::: SUPPLIED INFORMATION

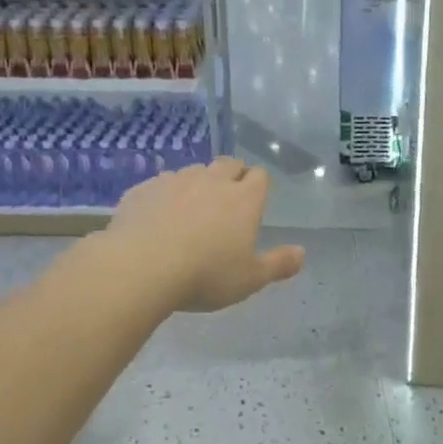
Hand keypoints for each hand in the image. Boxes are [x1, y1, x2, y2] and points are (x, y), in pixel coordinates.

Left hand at [107, 158, 304, 312]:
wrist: (140, 267)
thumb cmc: (205, 275)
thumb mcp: (249, 279)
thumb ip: (278, 264)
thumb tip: (302, 253)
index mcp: (243, 199)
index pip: (260, 176)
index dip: (258, 185)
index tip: (255, 200)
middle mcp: (212, 181)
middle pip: (228, 163)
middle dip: (232, 175)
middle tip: (227, 200)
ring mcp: (175, 181)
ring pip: (194, 171)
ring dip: (198, 183)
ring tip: (191, 208)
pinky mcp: (144, 189)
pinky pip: (160, 184)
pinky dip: (164, 195)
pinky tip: (158, 216)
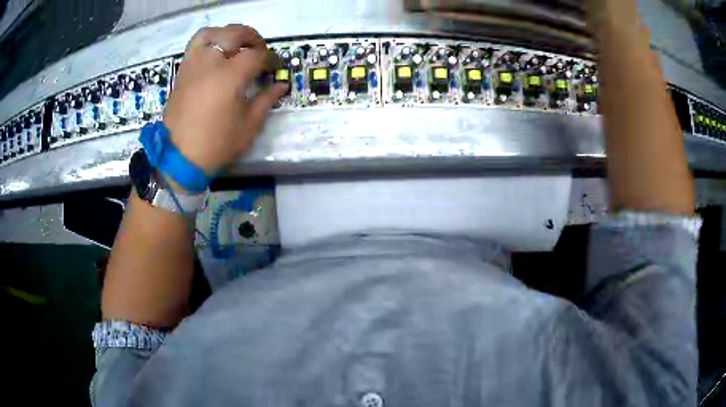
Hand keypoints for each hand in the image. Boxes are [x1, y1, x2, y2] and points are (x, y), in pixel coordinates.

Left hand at [162, 24, 287, 171]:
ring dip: (228, 34)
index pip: (257, 55)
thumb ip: (266, 100)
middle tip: (260, 52)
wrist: (179, 158)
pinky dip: (208, 42)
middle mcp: (211, 62)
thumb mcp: (249, 125)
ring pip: (212, 33)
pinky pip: (195, 45)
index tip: (276, 68)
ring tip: (235, 45)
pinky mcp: (183, 72)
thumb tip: (281, 85)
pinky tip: (215, 54)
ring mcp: (194, 65)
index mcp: (230, 76)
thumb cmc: (216, 144)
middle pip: (235, 34)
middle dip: (253, 39)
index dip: (271, 59)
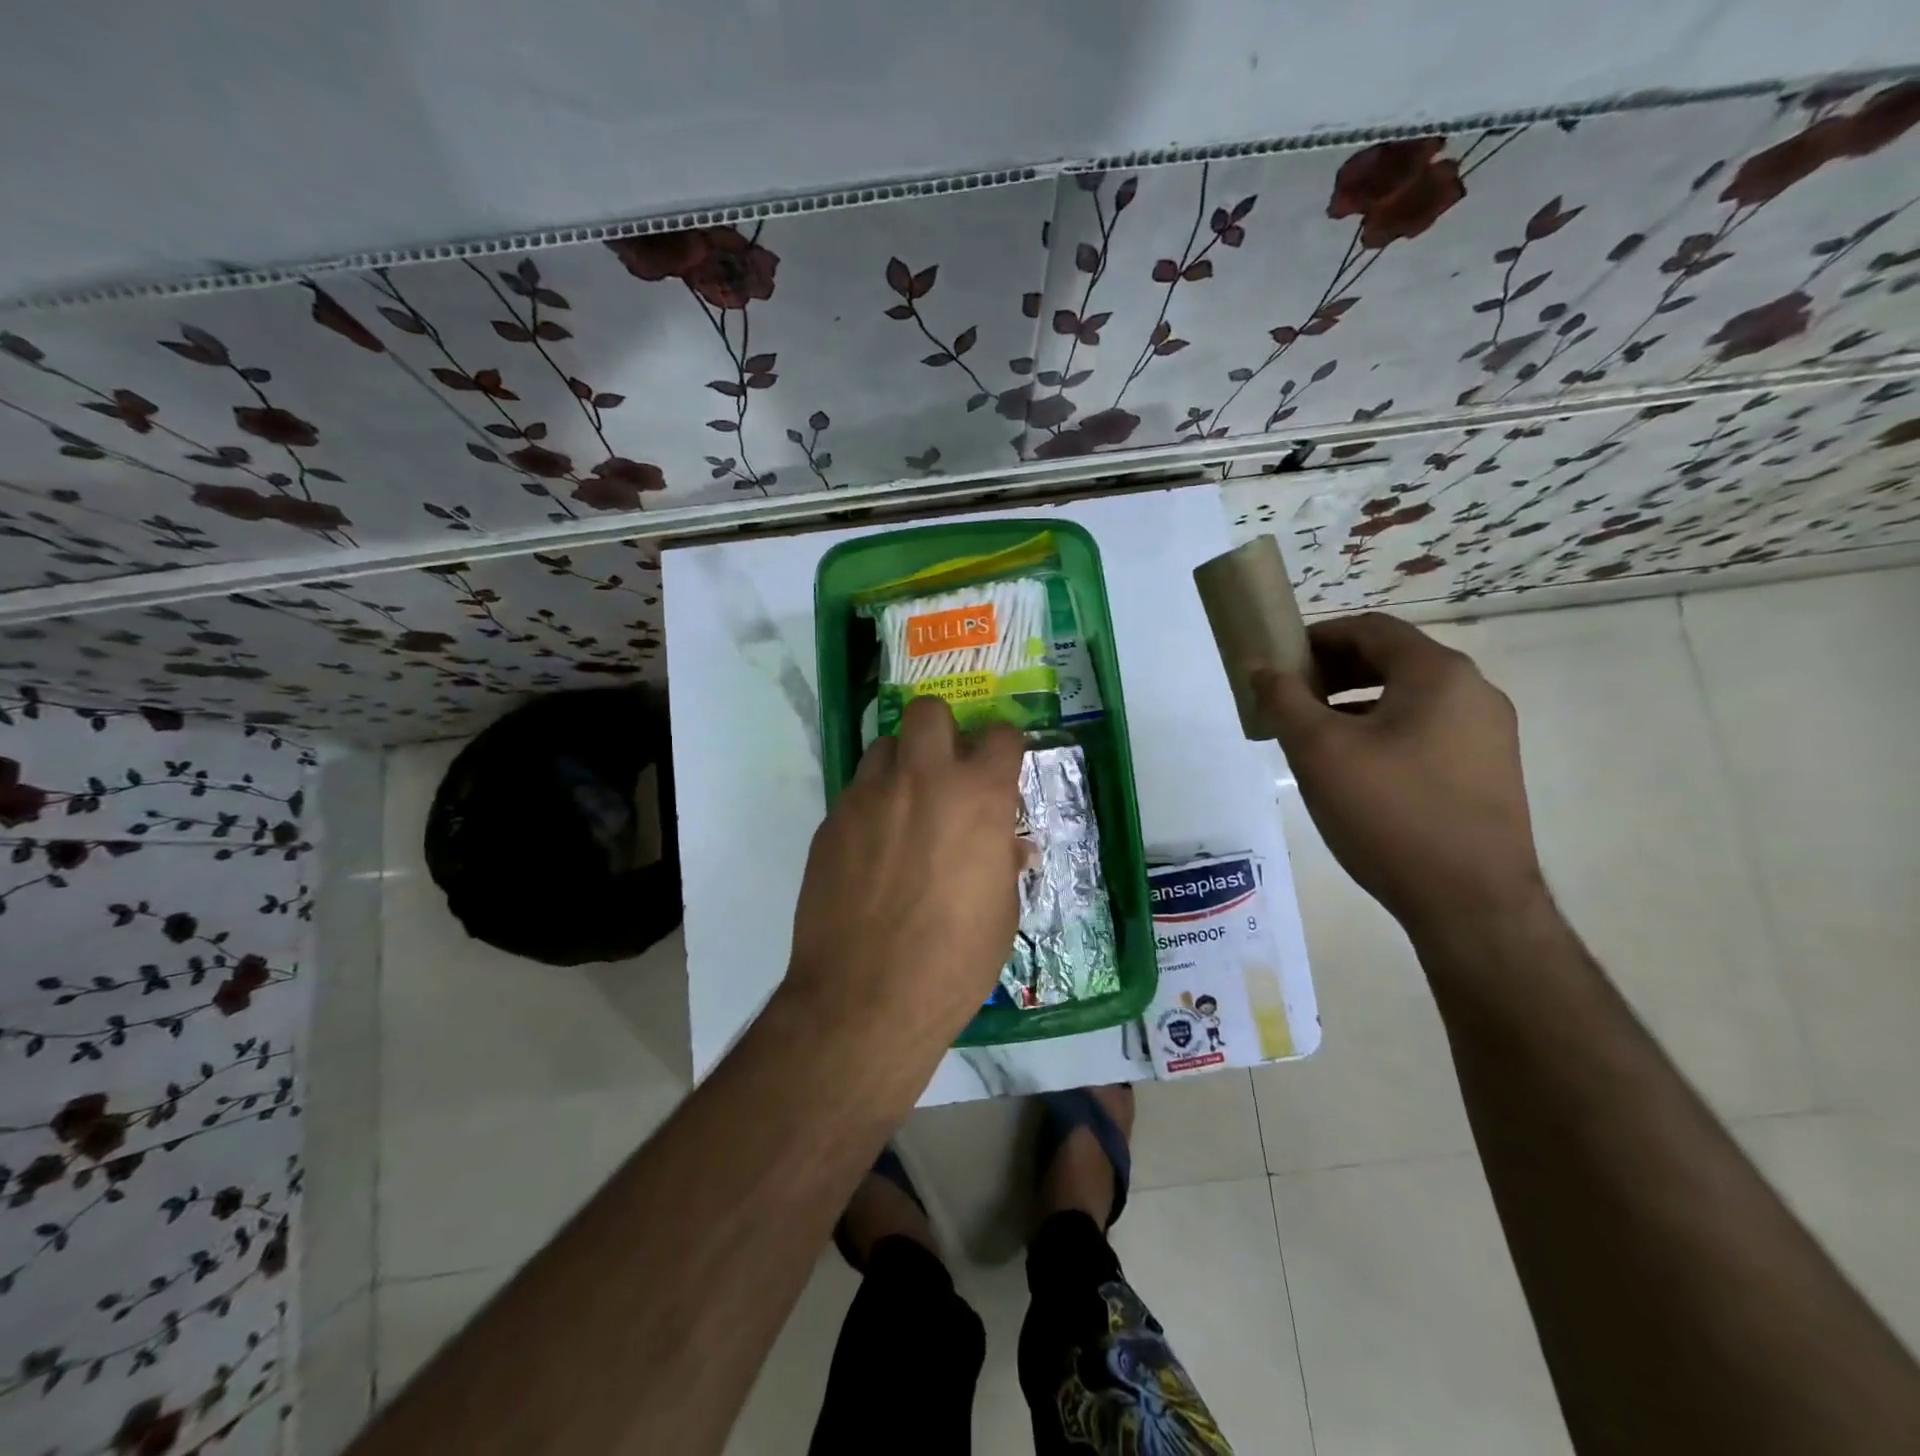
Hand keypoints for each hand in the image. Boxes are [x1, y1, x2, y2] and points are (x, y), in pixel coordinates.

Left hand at [785, 695, 1026, 1048]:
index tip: (1002, 767)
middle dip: (943, 731)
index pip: (1001, 735)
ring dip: (902, 765)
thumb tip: (1007, 846)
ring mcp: (868, 797)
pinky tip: (873, 849)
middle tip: (947, 772)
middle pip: (929, 711)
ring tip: (906, 807)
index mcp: (979, 797)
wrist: (866, 999)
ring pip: (884, 746)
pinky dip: (871, 805)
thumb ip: (1004, 864)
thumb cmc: (954, 961)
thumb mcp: (1002, 915)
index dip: (1005, 747)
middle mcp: (923, 779)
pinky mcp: (831, 822)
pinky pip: (855, 792)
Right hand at [1253, 612, 1545, 937]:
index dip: (1318, 636)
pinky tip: (1355, 767)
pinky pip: (1426, 729)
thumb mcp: (1319, 752)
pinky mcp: (1488, 770)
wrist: (1471, 902)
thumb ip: (1284, 700)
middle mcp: (1474, 692)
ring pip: (1409, 698)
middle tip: (1291, 697)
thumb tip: (1259, 666)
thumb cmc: (1389, 813)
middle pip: (1393, 659)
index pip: (1371, 629)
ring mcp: (1488, 733)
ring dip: (1356, 702)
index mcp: (1439, 674)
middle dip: (1335, 670)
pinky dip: (1383, 730)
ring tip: (1314, 734)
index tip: (1279, 660)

::::::

→ **WHAT YOU HAVE TO DO**
Starting at the line with "ring dip: (1356, 702)", copy every line down to the last one above, exactly as written and with nothing else.

→ **SOLUTION FOR THIS EXERCISE**
ring dip: (1356, 702)
index mcp: (1439, 674)
middle dip: (1335, 670)
pinky dip: (1383, 730)
ring tip: (1314, 734)
index tip: (1279, 660)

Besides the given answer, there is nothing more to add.